Work order: The answer must be an exact transcription of all the records below.

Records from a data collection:
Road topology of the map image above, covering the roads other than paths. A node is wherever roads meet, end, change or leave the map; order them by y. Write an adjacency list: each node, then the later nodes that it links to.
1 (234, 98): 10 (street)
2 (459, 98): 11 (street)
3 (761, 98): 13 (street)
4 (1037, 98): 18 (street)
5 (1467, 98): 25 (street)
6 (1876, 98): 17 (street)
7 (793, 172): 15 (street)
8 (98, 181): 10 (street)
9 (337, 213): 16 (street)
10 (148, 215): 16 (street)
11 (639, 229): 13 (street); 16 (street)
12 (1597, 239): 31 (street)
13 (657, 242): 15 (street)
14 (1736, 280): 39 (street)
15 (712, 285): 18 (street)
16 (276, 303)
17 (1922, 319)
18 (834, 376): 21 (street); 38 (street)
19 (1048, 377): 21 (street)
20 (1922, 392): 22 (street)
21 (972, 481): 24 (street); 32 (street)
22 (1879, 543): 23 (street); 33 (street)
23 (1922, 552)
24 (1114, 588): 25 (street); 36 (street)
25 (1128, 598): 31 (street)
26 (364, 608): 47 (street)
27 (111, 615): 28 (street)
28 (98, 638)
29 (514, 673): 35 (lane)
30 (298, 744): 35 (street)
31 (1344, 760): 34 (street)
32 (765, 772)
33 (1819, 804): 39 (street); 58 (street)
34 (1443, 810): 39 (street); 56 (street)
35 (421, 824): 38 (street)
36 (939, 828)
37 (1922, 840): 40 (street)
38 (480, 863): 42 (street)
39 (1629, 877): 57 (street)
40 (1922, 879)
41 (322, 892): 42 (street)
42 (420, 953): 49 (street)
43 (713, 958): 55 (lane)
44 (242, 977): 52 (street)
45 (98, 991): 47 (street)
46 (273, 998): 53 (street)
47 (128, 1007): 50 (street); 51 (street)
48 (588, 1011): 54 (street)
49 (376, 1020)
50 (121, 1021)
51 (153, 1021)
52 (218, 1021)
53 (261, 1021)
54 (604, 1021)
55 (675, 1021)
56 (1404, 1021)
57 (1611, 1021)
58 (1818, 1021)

Output for this exercise:
Road topology of the map image above, covering the roads other than paths. A node is wherever roads meet, end, change or leave the map; order them by y. Write an adjacency list: each node, then the later nodes that it links to.
1 (234, 98): 10 (street)
2 (459, 98): 11 (street)
3 (761, 98): 13 (street)
4 (1037, 98): 18 (street)
5 (1467, 98): 25 (street)
6 (1876, 98): 17 (street)
7 (793, 172): 15 (street)
8 (98, 181): 10 (street)
9 (337, 213): 16 (street)
10 (148, 215): 16 (street)
11 (639, 229): 13 (street); 16 (street)
12 (1597, 239): 31 (street)
13 (657, 242): 15 (street)
14 (1736, 280): 39 (street)
15 (712, 285): 18 (street)
16 (276, 303)
17 (1922, 319)
18 (834, 376): 21 (street); 38 (street)
19 (1048, 377): 21 (street)
20 (1922, 392): 22 (street)
21 (972, 481): 24 (street); 32 (street)
22 (1879, 543): 23 (street); 33 (street)
23 (1922, 552)
24 (1114, 588): 25 (street); 36 (street)
25 (1128, 598): 31 (street)
26 (364, 608): 47 (street)
27 (111, 615): 28 (street)
28 (98, 638)
29 (514, 673): 35 (lane)
30 (298, 744): 35 (street)
31 (1344, 760): 34 (street)
32 (765, 772)
33 (1819, 804): 39 (street); 58 (street)
34 (1443, 810): 39 (street); 56 (street)
35 (421, 824): 38 (street)
36 (939, 828)
37 (1922, 840): 40 (street)
38 (480, 863): 42 (street)
39 (1629, 877): 57 (street)
40 (1922, 879)
41 (322, 892): 42 (street)
42 (420, 953): 49 (street)
43 (713, 958): 55 (lane)
44 (242, 977): 52 (street)
45 (98, 991): 47 (street)
46 (273, 998): 53 (street)
47 (128, 1007): 50 (street); 51 (street)
48 (588, 1011): 54 (street)
49 (376, 1020)
50 (121, 1021)
51 (153, 1021)
52 (218, 1021)
53 (261, 1021)
54 (604, 1021)
55 (675, 1021)
56 (1404, 1021)
57 (1611, 1021)
58 (1818, 1021)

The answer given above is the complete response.